EXERCISE: Please count the lines of the data that contain "highway" and state only the total.

------------

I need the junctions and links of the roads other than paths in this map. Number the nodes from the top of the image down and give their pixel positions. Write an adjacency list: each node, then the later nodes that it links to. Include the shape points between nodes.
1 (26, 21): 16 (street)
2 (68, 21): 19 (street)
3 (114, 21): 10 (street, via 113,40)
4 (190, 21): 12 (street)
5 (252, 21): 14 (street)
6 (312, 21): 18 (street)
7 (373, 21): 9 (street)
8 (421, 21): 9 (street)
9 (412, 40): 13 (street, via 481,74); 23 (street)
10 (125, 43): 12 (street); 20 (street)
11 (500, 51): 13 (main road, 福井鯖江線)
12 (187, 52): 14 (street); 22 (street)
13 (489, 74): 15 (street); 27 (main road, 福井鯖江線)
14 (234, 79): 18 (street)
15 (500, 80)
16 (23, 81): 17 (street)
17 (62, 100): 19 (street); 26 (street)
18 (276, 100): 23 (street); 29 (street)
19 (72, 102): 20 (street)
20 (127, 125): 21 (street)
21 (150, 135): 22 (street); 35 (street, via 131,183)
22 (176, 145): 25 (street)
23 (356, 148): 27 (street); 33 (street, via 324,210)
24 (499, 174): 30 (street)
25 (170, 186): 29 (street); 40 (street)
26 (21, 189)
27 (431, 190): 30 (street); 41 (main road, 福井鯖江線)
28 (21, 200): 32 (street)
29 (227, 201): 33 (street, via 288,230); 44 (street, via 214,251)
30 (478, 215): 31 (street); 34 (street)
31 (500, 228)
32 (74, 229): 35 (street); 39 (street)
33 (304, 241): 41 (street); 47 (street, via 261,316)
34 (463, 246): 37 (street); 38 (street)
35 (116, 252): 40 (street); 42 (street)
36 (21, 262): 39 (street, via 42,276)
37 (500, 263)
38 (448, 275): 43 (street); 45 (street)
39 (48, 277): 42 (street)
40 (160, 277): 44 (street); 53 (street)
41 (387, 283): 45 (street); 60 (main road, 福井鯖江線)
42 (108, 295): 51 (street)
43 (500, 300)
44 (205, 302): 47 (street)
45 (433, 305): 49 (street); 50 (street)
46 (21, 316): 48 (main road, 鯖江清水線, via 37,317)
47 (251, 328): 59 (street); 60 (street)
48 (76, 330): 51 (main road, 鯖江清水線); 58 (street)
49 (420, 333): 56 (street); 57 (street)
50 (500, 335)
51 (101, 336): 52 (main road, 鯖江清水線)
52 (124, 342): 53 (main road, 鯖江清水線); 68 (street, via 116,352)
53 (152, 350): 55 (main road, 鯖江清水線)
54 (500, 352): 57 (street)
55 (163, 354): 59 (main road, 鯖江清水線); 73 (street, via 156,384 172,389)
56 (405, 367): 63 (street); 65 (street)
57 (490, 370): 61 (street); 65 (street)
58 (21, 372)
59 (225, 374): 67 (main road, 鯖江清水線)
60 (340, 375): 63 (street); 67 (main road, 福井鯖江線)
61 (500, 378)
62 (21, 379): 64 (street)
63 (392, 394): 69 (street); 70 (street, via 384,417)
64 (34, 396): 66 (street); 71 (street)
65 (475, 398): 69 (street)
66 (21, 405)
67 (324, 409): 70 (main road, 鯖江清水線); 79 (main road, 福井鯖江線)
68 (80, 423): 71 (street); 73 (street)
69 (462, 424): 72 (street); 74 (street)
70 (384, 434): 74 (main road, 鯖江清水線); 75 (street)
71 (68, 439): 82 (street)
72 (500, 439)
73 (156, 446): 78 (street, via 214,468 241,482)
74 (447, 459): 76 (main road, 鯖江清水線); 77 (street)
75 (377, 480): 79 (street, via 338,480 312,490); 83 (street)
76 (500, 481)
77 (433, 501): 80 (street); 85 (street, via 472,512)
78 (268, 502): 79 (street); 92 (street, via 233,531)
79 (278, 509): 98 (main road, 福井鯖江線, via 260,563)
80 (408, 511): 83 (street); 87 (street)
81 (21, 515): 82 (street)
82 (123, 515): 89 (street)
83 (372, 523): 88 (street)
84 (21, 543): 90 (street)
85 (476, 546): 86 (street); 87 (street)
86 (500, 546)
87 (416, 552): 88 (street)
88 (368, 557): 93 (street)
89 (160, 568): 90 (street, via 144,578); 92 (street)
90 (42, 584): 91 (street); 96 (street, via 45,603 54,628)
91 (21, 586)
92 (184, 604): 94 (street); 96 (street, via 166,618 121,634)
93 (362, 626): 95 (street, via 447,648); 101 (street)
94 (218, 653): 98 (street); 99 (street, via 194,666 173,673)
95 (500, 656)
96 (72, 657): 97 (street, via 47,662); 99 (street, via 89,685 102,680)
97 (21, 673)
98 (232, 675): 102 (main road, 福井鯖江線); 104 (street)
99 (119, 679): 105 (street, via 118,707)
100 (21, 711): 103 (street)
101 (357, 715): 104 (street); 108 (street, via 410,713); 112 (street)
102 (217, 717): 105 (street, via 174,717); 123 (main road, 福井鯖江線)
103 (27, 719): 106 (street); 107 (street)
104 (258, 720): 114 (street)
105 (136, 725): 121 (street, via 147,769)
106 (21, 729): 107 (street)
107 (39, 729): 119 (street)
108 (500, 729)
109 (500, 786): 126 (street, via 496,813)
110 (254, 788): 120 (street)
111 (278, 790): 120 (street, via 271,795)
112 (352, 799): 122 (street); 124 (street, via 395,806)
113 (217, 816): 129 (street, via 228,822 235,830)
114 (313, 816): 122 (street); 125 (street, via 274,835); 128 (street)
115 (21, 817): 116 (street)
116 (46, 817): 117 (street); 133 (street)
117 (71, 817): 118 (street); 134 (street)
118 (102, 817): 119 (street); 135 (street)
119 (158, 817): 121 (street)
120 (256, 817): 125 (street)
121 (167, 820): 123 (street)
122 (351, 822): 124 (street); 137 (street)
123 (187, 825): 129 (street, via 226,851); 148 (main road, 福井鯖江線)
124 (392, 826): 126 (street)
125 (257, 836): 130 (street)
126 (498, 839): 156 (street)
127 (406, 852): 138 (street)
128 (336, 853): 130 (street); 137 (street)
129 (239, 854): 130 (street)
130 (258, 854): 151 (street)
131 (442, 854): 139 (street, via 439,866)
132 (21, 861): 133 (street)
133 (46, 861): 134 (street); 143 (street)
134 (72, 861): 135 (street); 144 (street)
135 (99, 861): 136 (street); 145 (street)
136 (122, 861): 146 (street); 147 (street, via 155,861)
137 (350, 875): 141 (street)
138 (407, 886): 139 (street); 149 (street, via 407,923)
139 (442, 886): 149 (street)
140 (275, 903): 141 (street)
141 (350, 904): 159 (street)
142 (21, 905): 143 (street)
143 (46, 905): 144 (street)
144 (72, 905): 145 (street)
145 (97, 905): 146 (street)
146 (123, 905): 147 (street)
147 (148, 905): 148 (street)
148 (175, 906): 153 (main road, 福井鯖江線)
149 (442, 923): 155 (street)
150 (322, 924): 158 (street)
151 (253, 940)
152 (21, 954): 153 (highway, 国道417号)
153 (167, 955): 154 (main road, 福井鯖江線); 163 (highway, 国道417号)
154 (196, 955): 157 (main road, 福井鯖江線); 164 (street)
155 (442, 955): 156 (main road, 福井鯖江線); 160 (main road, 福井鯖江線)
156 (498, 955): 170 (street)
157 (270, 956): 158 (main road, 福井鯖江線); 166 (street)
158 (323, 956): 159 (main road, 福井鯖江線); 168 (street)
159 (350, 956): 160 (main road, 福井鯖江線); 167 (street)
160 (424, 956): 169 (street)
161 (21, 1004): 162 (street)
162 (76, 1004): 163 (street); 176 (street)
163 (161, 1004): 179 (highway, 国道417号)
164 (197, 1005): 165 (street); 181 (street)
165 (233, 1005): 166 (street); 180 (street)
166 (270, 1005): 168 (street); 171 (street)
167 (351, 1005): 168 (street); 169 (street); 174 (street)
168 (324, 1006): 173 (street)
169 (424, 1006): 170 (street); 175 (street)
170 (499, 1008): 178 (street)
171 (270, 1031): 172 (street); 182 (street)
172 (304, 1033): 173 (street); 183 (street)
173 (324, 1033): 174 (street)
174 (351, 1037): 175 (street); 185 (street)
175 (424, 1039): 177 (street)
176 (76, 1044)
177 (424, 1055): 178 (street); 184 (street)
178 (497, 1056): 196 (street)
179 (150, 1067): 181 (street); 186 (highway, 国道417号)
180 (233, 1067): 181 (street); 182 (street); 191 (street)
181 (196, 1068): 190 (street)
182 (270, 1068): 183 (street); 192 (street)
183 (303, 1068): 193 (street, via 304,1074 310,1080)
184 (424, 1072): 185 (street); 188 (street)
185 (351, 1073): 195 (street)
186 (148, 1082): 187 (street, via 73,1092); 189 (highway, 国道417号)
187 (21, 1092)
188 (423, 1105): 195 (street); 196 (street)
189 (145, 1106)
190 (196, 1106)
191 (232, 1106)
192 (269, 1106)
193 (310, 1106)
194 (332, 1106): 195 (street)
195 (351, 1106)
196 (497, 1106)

------------

YOUR SOLUTION: 5